→ What is being asked
Every line of the listing that contains the word "connectivity" is to be copied out.

→ Provided data
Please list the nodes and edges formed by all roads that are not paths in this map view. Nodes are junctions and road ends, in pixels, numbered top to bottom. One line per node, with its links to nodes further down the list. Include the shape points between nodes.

---

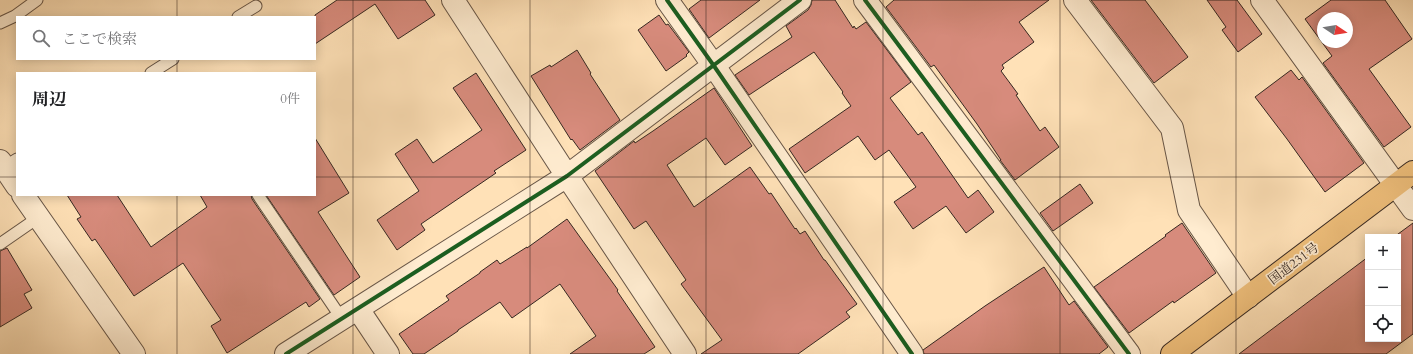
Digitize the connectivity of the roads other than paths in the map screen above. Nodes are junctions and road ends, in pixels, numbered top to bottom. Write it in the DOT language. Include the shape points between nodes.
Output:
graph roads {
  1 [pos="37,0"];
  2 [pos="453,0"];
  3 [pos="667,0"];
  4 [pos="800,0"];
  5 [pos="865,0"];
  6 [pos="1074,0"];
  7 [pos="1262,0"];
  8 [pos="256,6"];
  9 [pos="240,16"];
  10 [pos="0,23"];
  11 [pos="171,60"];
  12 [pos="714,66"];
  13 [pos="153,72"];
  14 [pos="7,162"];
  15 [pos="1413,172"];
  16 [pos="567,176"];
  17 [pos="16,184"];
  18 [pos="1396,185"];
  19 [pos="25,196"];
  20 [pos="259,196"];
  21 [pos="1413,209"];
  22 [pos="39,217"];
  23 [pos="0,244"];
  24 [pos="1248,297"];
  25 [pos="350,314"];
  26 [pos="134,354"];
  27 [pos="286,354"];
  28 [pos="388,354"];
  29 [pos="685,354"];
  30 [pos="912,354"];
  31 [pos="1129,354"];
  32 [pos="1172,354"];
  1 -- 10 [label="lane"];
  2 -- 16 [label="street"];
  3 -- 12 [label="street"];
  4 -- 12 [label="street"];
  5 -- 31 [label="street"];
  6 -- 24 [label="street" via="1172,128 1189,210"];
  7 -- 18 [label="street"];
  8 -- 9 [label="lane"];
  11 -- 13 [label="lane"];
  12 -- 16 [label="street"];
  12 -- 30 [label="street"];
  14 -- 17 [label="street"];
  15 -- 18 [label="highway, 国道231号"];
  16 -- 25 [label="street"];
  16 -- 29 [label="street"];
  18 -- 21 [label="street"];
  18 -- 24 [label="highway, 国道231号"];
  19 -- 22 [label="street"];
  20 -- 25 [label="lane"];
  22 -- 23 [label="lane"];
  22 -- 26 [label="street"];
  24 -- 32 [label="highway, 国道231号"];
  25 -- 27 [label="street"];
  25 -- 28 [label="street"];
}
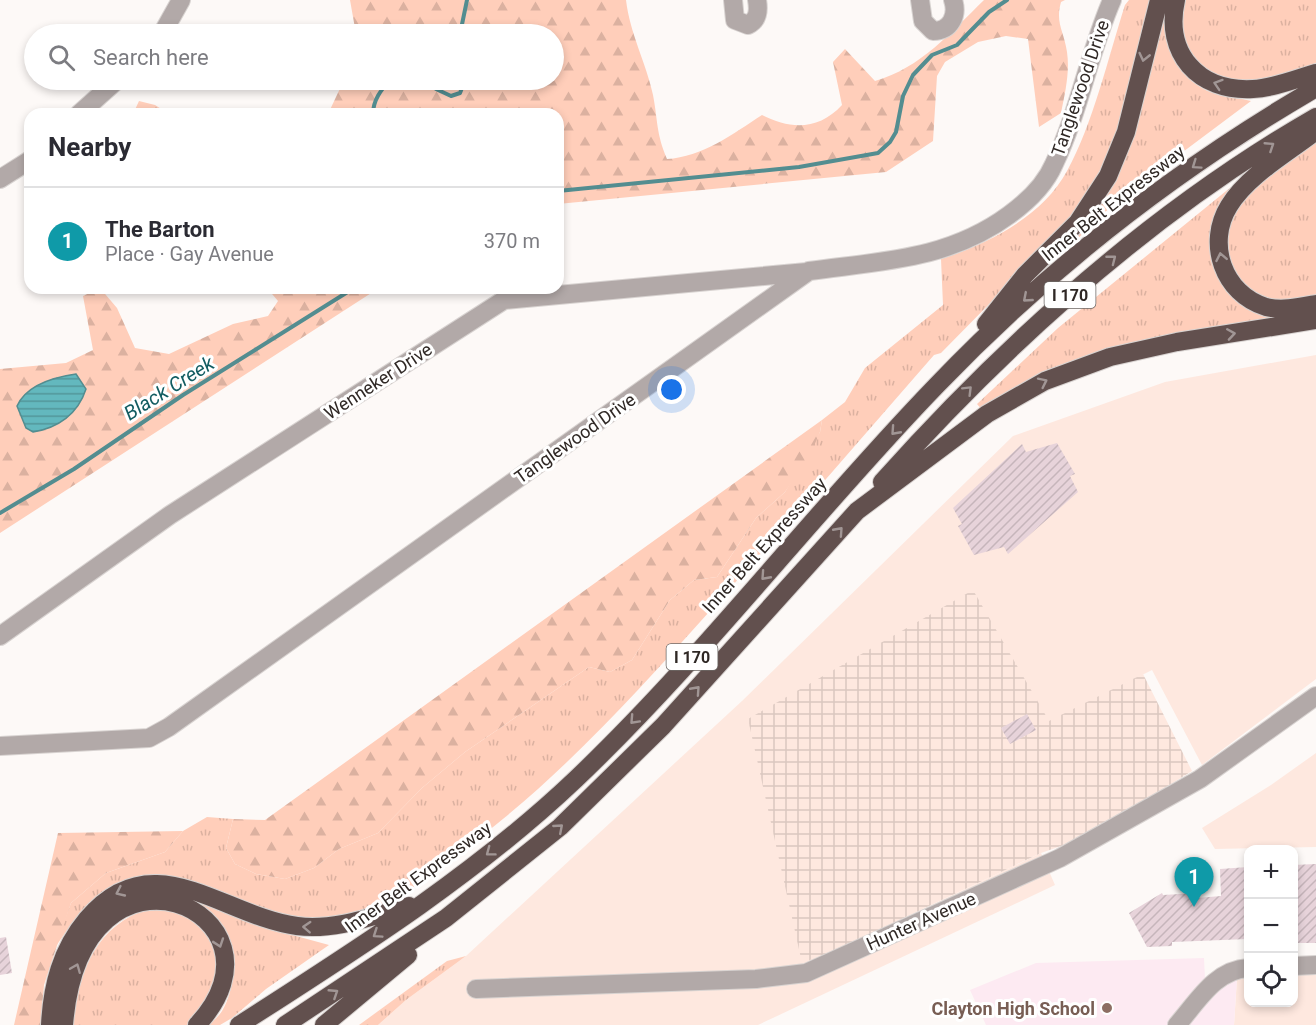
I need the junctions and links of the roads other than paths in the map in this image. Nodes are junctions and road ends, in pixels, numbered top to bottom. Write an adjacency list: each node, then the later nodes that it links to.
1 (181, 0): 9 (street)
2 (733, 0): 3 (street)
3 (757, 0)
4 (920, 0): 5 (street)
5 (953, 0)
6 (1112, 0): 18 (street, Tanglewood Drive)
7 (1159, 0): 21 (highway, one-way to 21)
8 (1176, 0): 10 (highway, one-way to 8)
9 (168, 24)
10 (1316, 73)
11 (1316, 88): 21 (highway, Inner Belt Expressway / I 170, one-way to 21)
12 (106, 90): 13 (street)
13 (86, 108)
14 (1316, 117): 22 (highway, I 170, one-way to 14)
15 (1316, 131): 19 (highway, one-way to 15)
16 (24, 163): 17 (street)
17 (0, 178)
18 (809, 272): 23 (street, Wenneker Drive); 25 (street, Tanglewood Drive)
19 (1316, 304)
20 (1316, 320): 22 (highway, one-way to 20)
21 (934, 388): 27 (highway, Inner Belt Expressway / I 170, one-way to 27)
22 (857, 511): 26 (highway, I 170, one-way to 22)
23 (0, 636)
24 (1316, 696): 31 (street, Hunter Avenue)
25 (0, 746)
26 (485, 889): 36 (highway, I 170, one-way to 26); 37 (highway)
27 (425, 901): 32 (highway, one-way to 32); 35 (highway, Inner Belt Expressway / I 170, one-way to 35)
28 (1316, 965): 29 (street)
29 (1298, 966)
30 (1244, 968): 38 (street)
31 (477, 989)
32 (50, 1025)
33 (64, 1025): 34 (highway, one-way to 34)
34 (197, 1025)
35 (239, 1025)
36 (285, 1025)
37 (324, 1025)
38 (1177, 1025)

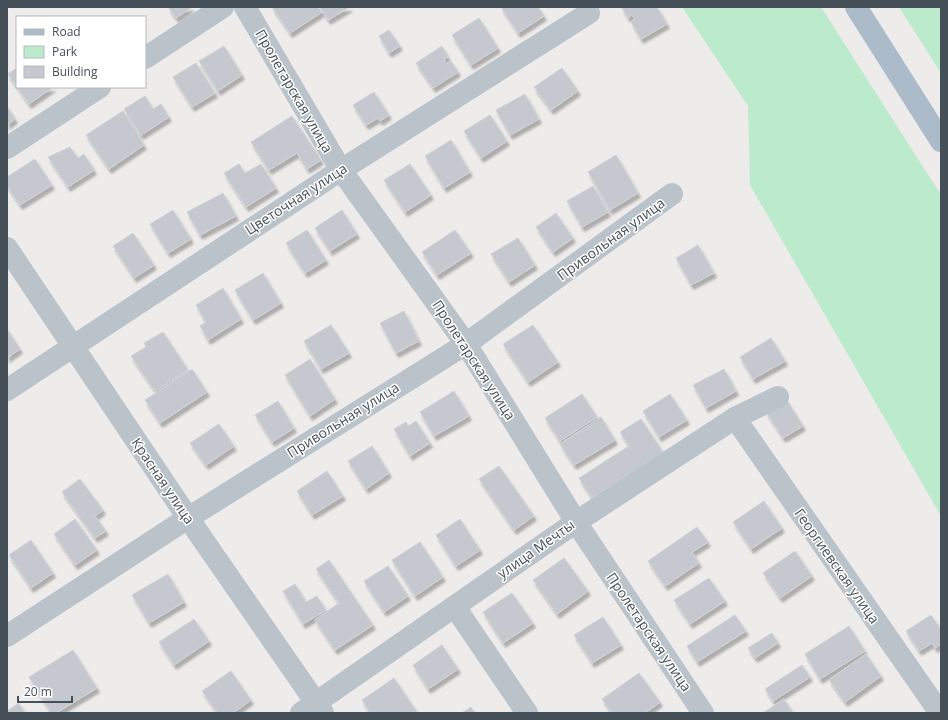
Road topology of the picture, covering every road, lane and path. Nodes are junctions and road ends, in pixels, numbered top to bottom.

* * *

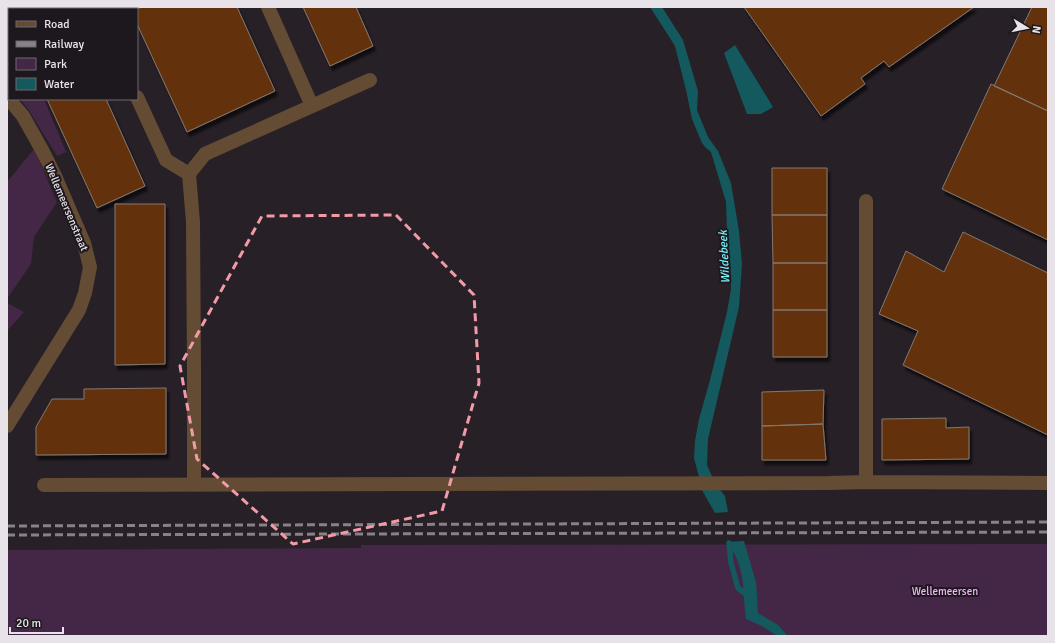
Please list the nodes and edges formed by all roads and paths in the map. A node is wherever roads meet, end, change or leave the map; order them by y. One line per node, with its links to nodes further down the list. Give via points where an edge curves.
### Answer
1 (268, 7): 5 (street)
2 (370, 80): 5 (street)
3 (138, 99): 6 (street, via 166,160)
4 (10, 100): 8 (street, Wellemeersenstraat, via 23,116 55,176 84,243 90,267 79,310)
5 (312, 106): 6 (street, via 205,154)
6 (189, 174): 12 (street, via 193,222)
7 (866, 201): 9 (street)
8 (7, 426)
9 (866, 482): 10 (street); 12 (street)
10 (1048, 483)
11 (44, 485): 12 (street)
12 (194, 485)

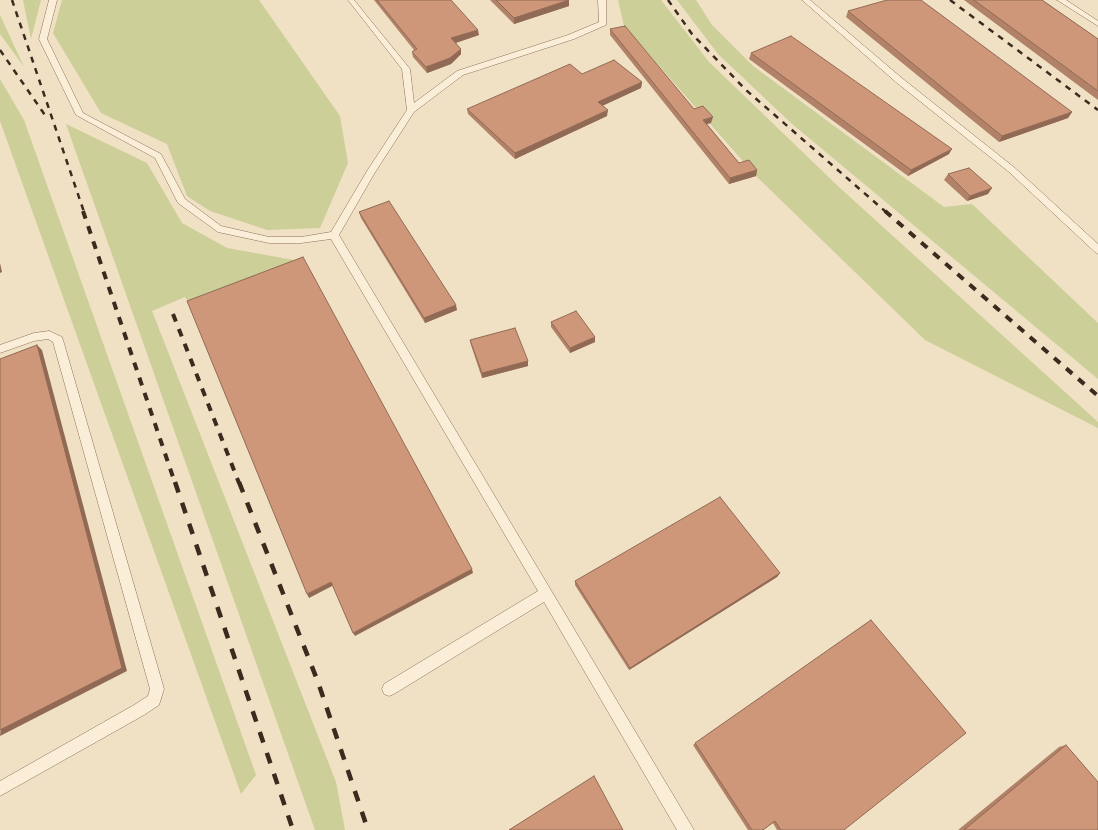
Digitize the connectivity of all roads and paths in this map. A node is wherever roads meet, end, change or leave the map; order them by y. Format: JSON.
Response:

→ Result of the task
Digitize the connectivity of the roads other than paths in the map screen above. Nodes are junctions and road ends, in pixels, numbered top to bottom. Write it in the DOT language. Include the shape points between nodes.
Digitize the connectivity of all roads and paths in this map. A node is wherever roads meet, end, change or leave the map; order them by y. Format: JSON.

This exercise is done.